Instance Matcher

Instance-based matching: probe SPARQL endpoints for bioregistry URI patterns.

Given a bioregistry resource prefix (e.g. "ensembl"), this module queries every rdfsolve data source for the RDF classes whose instances match the resource’s known URI prefixes. When two datasets both contain instances of the same resource, a mapping edge is emitted between their respective classes.

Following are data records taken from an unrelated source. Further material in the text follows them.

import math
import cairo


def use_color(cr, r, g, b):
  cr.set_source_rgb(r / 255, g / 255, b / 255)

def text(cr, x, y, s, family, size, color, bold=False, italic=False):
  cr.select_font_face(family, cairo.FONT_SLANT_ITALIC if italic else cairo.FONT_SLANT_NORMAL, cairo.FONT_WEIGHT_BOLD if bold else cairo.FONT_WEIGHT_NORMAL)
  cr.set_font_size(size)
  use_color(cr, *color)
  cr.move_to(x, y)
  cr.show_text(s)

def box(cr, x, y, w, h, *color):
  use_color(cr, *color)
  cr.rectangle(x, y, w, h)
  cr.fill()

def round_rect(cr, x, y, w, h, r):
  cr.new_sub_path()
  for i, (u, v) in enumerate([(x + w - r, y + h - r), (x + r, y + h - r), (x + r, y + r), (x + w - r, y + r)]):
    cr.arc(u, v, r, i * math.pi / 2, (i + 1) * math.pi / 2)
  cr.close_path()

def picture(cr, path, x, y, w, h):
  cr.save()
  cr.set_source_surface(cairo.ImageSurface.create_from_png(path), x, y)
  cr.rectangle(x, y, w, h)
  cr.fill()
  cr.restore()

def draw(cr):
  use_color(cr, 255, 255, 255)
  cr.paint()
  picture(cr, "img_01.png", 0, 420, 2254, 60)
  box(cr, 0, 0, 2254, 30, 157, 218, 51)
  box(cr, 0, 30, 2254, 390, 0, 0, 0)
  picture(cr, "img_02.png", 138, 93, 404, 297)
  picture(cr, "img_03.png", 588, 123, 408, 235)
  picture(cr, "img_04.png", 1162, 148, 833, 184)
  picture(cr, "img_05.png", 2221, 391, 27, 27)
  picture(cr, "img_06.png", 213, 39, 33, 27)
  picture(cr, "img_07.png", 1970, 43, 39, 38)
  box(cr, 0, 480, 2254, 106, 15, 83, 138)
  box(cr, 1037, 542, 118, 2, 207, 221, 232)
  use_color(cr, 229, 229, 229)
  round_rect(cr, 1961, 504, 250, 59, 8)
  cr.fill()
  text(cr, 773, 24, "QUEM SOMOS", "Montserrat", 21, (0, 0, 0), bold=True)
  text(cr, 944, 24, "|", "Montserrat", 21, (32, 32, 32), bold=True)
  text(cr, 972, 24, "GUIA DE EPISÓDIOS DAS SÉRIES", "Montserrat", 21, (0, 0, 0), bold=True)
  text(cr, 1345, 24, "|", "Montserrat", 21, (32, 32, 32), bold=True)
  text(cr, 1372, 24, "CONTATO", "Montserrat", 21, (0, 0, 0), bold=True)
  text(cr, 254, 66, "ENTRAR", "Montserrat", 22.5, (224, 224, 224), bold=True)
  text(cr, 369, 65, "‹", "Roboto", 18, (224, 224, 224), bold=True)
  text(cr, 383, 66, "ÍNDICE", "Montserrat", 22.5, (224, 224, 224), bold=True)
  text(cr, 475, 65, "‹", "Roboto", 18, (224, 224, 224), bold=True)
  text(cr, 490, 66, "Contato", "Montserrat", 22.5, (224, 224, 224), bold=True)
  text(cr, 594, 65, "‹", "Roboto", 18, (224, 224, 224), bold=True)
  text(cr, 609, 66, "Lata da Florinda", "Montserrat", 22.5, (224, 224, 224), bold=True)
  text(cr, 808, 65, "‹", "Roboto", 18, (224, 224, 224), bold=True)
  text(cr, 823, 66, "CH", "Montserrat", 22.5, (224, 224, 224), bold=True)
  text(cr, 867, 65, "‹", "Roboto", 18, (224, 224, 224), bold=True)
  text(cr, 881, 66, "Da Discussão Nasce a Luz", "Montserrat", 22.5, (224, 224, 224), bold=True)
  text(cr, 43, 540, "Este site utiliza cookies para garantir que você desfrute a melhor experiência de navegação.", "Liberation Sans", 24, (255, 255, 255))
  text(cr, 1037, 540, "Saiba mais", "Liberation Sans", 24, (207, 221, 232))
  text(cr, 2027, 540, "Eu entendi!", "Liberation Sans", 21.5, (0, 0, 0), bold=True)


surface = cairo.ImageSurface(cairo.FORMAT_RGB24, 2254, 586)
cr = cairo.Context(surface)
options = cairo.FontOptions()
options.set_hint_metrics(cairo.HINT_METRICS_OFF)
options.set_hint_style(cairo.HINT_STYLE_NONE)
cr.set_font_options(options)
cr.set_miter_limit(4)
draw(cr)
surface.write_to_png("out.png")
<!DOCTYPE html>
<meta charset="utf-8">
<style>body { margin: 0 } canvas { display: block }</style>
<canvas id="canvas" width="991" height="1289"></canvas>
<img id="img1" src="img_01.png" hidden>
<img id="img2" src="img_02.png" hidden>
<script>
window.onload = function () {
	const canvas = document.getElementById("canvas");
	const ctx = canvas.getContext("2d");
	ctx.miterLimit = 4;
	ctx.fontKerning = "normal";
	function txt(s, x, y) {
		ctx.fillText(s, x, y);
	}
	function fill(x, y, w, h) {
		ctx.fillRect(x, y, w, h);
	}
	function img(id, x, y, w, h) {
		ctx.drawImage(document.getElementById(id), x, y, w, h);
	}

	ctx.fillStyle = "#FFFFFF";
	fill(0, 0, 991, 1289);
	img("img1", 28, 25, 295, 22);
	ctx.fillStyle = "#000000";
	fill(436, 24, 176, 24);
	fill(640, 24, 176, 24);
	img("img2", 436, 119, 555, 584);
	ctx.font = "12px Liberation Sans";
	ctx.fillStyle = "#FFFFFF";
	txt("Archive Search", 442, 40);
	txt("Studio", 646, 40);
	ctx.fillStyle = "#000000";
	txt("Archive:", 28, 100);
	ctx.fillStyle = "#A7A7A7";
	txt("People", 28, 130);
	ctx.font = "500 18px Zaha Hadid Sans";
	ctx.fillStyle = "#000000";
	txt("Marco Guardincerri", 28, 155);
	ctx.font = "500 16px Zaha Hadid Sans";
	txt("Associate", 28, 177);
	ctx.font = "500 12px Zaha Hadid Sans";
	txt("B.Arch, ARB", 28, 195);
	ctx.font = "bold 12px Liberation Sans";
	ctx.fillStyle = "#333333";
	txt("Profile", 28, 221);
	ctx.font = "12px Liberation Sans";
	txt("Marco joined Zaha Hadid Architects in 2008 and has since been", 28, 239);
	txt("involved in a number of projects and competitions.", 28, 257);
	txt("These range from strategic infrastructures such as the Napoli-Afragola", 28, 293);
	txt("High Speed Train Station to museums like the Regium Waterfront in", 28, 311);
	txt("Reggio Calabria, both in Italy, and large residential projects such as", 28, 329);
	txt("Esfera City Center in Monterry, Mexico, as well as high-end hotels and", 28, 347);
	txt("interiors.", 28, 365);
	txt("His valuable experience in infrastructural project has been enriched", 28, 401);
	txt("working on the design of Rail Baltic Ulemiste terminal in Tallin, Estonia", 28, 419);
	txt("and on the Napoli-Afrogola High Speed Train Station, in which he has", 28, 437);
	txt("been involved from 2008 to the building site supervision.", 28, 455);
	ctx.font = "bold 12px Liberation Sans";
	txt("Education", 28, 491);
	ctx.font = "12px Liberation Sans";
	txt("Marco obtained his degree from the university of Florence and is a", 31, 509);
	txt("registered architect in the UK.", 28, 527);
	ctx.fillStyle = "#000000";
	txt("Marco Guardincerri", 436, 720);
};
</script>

The result is an InstanceMapping that can be serialised to JSON-LD and imported into the rdfsolve database alongside mined schemas. The JSON-LD format is identical to a mined schema’s, so the frontend parseJSONLD pipeline works without any changes - skos:narrowMatch edges become walkable graph edges in the UI.

Typical usage:

from rdfsolve.sources import load_sources_dataframe
from rdfsolve.instance_matcher import probe_resource

datasources = load_sources_dataframe()
mapping = probe_resource("ensembl", datasources)
jsonld = mapping.to_jsonld()
probe_resource(prefix: str, datasources: DataFrame, predicate: str = 'http://www.w3.org/2004/02/skos/core#narrowMatch', dataset_names: list[str] | None = None, timeout: float = 60.0) InstanceMapping[source]

Probe SPARQL endpoints for a bioregistry resource.

Steps:

  1. Resolve URI format prefixes for prefix via bioregistry.

  2. Optionally filter datasources to dataset_names.

  3. For each dataset, query its endpoint with each URI prefix using STRSTARTS-based SELECT DISTINCT ?c.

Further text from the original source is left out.